WHAT THE TASK ASKS:
Identify all lines in the data containing the string "Wiesenstraße". Copy them out.

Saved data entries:
=== Section Start ===
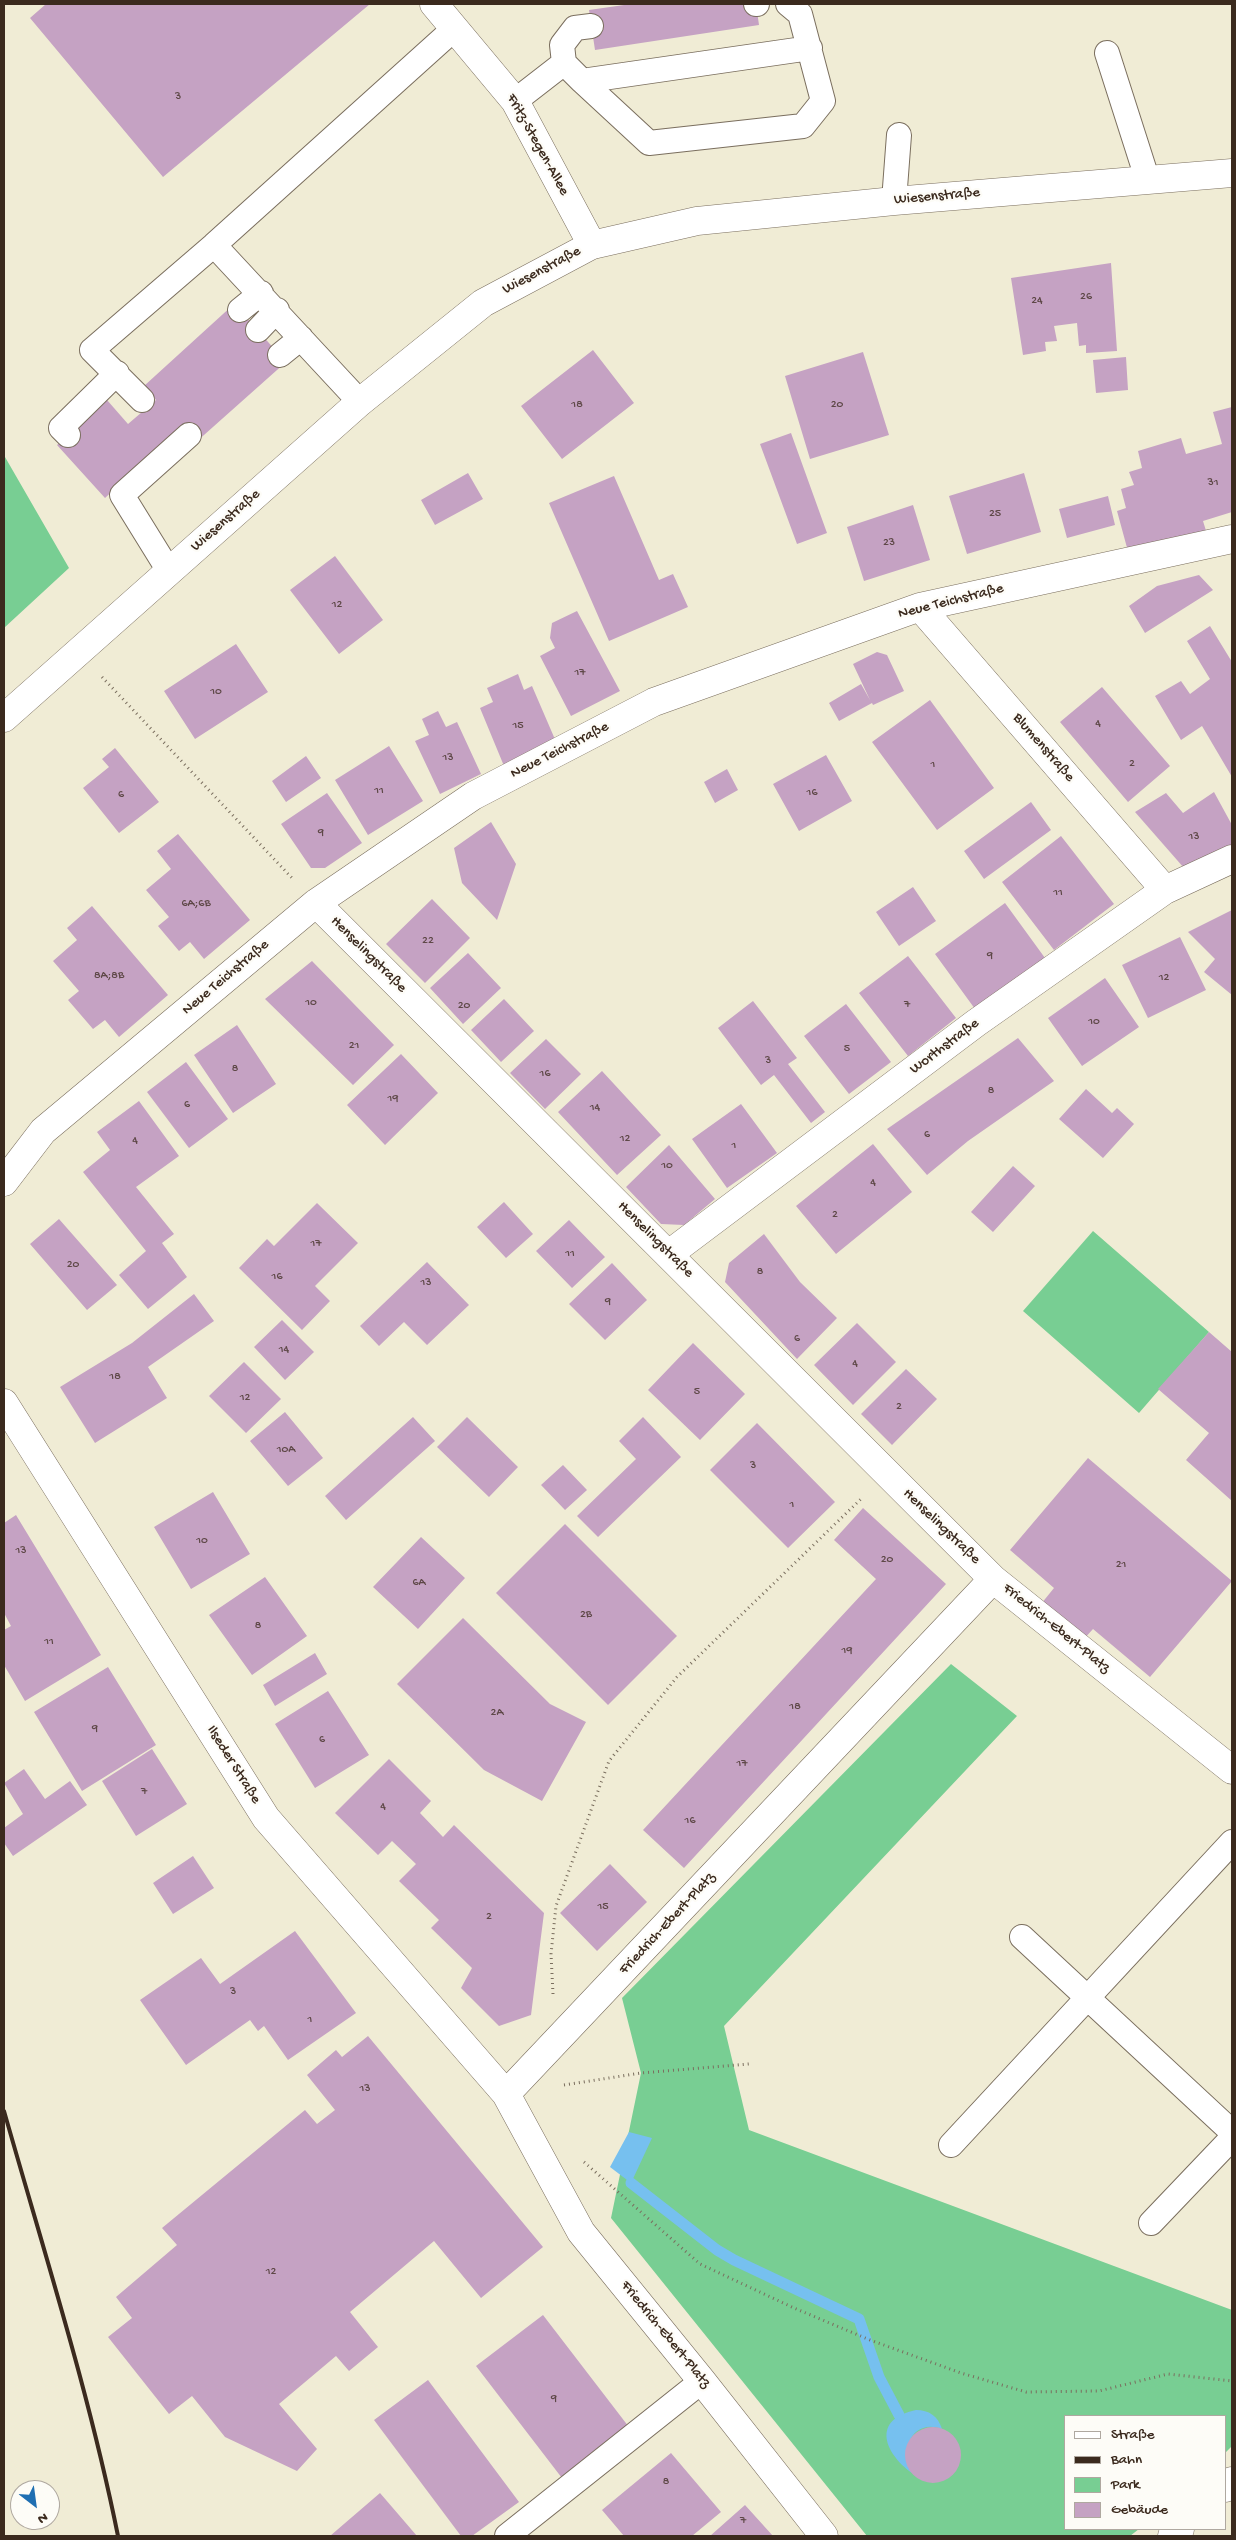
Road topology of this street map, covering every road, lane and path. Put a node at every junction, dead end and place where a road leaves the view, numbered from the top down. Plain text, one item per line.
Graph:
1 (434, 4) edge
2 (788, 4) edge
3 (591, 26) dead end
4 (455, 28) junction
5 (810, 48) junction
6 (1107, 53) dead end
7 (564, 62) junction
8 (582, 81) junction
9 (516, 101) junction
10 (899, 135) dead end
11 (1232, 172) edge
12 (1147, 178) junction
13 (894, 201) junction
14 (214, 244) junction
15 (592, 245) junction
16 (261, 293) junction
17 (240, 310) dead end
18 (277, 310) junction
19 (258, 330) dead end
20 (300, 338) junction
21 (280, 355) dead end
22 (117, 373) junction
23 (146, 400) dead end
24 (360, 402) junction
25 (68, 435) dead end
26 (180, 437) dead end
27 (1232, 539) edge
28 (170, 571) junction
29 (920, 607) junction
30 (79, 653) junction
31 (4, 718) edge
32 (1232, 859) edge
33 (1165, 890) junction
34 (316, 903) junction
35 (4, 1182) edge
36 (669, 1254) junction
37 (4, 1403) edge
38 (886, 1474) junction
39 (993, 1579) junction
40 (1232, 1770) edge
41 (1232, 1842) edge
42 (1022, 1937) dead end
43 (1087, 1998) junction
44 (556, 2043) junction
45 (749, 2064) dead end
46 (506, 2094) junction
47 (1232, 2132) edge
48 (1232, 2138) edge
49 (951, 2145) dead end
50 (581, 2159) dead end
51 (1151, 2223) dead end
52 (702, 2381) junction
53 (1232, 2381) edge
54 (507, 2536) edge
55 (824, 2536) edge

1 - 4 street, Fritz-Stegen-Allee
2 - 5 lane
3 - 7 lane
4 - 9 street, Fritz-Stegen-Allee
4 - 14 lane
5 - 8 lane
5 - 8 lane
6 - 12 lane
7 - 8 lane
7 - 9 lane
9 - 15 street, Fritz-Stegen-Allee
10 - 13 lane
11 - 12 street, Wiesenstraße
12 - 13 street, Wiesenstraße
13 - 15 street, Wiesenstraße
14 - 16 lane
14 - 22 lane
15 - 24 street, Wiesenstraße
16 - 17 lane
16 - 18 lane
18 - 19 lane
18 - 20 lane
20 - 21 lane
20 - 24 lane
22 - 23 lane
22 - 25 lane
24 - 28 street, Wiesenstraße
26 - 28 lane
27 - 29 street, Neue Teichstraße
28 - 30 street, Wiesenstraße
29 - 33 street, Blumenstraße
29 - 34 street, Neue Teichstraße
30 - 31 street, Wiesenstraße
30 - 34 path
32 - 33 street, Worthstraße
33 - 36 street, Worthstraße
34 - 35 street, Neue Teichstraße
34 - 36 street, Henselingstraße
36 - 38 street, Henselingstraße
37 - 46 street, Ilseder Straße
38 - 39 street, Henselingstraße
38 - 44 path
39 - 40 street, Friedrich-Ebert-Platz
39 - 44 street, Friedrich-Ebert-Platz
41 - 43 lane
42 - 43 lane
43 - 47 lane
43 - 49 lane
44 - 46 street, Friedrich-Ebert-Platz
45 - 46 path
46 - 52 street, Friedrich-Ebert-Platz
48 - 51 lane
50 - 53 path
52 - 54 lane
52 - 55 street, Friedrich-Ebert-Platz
=== Section End ===
WRITTEN ANSWER:
11 - 12 street, Wiesenstraße
12 - 13 street, Wiesenstraße
13 - 15 street, Wiesenstraße
15 - 24 street, Wiesenstraße
24 - 28 street, Wiesenstraße
28 - 30 street, Wiesenstraße
30 - 31 street, Wiesenstraße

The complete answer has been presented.